**AIM OF THE TASK**
A single number is needed: how many lines of the data hold the word "change".

_ _ _ _ _

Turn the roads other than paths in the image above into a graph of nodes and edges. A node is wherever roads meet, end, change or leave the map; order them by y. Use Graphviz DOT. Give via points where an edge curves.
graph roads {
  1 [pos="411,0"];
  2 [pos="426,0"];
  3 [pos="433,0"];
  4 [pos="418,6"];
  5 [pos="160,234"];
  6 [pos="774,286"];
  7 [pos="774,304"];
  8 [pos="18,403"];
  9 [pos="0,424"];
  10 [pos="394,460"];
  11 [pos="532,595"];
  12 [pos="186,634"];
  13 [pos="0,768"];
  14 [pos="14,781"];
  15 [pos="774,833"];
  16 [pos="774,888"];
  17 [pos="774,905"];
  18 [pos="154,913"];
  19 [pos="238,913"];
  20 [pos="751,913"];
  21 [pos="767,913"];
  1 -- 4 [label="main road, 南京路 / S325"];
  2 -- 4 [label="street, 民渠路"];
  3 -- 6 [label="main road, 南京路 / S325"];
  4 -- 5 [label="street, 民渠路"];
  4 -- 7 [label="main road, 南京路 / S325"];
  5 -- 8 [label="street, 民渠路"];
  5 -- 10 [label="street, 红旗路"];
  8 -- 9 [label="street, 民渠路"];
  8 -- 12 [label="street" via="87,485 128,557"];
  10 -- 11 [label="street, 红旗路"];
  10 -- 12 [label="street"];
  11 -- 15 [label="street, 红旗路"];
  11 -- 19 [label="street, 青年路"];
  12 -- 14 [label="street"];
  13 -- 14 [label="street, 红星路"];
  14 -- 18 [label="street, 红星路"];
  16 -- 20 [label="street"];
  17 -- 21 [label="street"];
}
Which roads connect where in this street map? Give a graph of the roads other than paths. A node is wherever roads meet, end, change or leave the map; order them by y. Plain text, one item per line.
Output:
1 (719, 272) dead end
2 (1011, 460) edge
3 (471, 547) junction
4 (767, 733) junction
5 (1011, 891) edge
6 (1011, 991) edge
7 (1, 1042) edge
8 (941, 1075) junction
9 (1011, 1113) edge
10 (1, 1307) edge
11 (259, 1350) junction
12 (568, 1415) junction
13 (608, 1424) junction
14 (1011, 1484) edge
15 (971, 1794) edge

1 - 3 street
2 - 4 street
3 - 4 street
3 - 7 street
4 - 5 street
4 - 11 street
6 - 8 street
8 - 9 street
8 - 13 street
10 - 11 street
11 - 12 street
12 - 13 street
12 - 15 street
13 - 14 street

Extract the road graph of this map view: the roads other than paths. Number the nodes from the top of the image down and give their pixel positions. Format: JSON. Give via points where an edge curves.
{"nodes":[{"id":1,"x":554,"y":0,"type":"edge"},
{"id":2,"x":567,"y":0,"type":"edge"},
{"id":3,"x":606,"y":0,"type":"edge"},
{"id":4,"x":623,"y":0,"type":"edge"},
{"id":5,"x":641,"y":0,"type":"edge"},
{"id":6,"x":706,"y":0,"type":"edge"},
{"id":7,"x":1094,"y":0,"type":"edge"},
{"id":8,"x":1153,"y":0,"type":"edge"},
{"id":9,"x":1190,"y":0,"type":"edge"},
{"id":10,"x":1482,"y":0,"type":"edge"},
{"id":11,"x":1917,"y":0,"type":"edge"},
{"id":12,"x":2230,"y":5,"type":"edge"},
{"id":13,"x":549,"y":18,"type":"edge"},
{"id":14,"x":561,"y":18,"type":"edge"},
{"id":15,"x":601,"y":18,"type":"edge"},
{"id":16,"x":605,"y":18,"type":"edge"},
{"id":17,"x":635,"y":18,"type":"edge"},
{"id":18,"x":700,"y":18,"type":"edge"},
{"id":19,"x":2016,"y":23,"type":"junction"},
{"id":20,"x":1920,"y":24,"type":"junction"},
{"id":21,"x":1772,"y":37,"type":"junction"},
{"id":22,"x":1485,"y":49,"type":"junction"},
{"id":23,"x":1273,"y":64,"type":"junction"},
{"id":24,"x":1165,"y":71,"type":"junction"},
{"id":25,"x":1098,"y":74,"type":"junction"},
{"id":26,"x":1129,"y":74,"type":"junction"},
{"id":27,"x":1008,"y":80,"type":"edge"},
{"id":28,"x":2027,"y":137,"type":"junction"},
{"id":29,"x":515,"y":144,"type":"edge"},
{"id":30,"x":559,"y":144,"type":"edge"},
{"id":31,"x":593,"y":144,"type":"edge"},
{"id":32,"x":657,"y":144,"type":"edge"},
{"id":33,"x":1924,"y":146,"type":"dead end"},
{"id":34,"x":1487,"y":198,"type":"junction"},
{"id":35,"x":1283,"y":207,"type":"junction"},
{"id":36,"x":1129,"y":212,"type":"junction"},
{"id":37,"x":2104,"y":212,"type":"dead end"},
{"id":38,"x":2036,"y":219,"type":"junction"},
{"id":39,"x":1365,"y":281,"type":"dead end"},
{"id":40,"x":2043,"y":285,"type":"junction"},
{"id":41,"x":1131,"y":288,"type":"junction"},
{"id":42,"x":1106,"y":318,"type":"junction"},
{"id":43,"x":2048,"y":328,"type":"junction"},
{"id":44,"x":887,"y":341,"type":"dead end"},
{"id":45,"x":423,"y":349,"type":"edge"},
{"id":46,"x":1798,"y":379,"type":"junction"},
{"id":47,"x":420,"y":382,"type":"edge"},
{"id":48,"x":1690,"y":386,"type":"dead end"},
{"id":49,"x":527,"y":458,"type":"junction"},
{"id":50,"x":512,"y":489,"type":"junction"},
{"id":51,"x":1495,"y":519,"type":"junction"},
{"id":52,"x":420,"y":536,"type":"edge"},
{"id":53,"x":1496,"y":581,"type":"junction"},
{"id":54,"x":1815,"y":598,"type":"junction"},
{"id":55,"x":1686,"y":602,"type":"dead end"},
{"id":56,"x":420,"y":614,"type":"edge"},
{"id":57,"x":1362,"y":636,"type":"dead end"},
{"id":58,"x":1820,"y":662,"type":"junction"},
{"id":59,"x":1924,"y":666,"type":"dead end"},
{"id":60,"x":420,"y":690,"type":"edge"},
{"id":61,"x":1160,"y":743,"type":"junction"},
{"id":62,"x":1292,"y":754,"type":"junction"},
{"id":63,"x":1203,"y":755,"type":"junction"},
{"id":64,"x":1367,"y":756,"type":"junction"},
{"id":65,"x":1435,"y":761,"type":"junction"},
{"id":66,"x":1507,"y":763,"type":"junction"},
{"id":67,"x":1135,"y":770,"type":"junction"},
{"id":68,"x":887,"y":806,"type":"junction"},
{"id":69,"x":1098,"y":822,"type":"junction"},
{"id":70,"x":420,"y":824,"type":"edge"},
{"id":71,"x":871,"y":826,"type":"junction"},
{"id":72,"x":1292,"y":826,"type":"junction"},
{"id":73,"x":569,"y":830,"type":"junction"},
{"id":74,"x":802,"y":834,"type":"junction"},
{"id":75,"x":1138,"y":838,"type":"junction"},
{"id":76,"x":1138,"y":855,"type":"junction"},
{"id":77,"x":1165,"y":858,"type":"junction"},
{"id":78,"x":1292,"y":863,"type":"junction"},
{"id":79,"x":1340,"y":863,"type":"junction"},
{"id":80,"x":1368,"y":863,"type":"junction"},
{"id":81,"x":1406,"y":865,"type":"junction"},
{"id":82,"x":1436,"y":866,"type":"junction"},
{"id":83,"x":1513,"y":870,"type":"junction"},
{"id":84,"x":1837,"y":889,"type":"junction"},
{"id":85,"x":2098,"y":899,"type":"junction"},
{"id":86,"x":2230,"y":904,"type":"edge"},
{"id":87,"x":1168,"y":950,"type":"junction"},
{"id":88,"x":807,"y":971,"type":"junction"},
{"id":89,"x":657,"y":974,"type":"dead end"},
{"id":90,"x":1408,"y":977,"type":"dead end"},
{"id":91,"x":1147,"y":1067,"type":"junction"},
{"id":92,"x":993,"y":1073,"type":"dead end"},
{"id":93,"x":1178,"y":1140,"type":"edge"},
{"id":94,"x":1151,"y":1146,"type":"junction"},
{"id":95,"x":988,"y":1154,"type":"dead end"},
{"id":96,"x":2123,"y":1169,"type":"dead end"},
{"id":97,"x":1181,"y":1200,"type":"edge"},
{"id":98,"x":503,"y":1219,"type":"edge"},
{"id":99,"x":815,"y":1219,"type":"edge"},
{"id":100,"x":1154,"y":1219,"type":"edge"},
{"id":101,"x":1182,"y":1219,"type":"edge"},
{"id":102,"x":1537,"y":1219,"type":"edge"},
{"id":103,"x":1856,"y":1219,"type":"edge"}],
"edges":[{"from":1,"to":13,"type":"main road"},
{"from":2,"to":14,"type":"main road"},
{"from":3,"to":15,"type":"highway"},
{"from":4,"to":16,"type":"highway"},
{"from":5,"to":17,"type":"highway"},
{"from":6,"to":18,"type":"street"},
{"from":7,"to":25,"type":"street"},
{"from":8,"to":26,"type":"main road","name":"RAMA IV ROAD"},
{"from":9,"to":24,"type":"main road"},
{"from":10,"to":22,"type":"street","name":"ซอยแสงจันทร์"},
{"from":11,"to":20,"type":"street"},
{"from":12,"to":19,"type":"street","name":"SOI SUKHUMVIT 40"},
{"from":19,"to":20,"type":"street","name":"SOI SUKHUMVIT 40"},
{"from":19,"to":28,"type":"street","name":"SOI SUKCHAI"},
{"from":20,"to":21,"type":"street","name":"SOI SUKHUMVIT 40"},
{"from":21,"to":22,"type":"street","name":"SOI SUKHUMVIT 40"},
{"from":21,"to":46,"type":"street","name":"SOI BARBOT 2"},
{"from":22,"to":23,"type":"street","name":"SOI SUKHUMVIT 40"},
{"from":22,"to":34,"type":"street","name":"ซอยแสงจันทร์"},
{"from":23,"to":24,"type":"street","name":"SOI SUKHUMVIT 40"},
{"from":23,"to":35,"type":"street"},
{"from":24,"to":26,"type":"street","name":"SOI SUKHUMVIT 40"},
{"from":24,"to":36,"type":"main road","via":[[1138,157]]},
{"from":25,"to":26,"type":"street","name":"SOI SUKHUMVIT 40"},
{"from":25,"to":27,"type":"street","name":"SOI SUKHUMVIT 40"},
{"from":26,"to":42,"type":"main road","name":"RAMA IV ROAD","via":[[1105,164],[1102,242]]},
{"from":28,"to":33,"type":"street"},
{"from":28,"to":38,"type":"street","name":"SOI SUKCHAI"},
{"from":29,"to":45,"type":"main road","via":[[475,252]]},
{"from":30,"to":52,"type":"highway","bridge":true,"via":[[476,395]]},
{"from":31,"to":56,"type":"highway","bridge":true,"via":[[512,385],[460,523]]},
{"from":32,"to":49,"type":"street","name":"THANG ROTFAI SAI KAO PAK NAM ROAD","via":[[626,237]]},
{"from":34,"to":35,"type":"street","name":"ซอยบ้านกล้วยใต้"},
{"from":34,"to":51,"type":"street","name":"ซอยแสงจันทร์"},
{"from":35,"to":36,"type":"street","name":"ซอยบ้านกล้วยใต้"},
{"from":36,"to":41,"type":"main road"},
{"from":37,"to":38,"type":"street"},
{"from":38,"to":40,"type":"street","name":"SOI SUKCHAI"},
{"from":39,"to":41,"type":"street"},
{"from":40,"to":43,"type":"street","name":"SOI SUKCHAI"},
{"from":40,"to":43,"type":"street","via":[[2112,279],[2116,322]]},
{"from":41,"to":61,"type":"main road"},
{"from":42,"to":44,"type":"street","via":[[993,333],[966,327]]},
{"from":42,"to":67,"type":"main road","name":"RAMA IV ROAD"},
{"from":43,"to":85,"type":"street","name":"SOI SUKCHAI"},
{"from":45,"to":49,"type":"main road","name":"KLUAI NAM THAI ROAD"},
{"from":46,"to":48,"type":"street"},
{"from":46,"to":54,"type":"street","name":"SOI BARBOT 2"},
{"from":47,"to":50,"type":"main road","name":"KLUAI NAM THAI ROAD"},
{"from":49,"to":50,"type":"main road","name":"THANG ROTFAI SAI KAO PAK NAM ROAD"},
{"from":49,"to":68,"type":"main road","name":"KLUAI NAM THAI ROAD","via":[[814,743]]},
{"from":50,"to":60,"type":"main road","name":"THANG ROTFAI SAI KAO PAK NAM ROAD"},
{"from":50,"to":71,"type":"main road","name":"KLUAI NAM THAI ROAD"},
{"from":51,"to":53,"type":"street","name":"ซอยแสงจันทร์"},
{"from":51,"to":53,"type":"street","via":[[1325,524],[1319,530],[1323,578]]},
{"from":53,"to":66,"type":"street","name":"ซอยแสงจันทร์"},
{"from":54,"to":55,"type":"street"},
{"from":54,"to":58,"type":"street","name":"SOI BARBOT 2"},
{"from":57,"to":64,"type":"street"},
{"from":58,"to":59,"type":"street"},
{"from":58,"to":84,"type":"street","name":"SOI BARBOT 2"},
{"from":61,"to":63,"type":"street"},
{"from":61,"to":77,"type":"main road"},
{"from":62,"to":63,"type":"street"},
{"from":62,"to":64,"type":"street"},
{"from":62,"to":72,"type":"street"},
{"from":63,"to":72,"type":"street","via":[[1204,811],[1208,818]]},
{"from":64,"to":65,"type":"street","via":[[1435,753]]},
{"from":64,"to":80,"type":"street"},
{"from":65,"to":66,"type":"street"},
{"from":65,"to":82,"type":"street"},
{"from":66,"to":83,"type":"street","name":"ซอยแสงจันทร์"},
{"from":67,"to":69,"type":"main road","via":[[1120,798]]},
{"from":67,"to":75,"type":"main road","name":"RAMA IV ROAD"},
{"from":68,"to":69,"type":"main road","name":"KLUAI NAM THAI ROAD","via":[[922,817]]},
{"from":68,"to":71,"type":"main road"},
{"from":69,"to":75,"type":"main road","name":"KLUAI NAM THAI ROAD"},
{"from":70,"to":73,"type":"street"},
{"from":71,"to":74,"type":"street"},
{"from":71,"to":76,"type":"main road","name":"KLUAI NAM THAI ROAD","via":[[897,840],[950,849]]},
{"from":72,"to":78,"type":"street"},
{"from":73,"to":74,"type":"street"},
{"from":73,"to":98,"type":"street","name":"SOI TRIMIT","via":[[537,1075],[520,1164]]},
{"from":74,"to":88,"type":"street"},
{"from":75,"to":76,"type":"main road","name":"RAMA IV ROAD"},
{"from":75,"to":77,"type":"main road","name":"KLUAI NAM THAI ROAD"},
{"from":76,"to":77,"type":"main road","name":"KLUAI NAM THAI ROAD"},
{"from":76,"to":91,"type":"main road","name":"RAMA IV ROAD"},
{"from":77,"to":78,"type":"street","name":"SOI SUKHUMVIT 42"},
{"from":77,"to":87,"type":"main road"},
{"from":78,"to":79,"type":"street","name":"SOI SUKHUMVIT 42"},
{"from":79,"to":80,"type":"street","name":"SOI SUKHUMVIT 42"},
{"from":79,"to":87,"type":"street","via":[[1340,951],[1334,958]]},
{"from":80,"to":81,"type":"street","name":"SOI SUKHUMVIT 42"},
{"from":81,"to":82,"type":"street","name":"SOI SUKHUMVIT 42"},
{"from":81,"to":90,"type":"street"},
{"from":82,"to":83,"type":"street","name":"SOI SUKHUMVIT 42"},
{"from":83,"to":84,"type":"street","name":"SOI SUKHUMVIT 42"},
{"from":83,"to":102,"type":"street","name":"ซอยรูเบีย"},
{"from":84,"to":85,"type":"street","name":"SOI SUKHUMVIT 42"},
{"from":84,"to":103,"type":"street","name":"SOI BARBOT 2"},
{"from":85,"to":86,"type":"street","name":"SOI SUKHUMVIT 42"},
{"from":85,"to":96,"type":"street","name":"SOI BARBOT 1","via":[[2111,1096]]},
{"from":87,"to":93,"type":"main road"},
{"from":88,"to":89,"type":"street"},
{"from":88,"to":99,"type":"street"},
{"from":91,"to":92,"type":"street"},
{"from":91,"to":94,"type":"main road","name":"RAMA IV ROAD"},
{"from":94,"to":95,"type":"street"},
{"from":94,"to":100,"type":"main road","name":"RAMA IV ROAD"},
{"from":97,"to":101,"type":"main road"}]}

_ _ _ _ _

**ANSWER SPACE**
2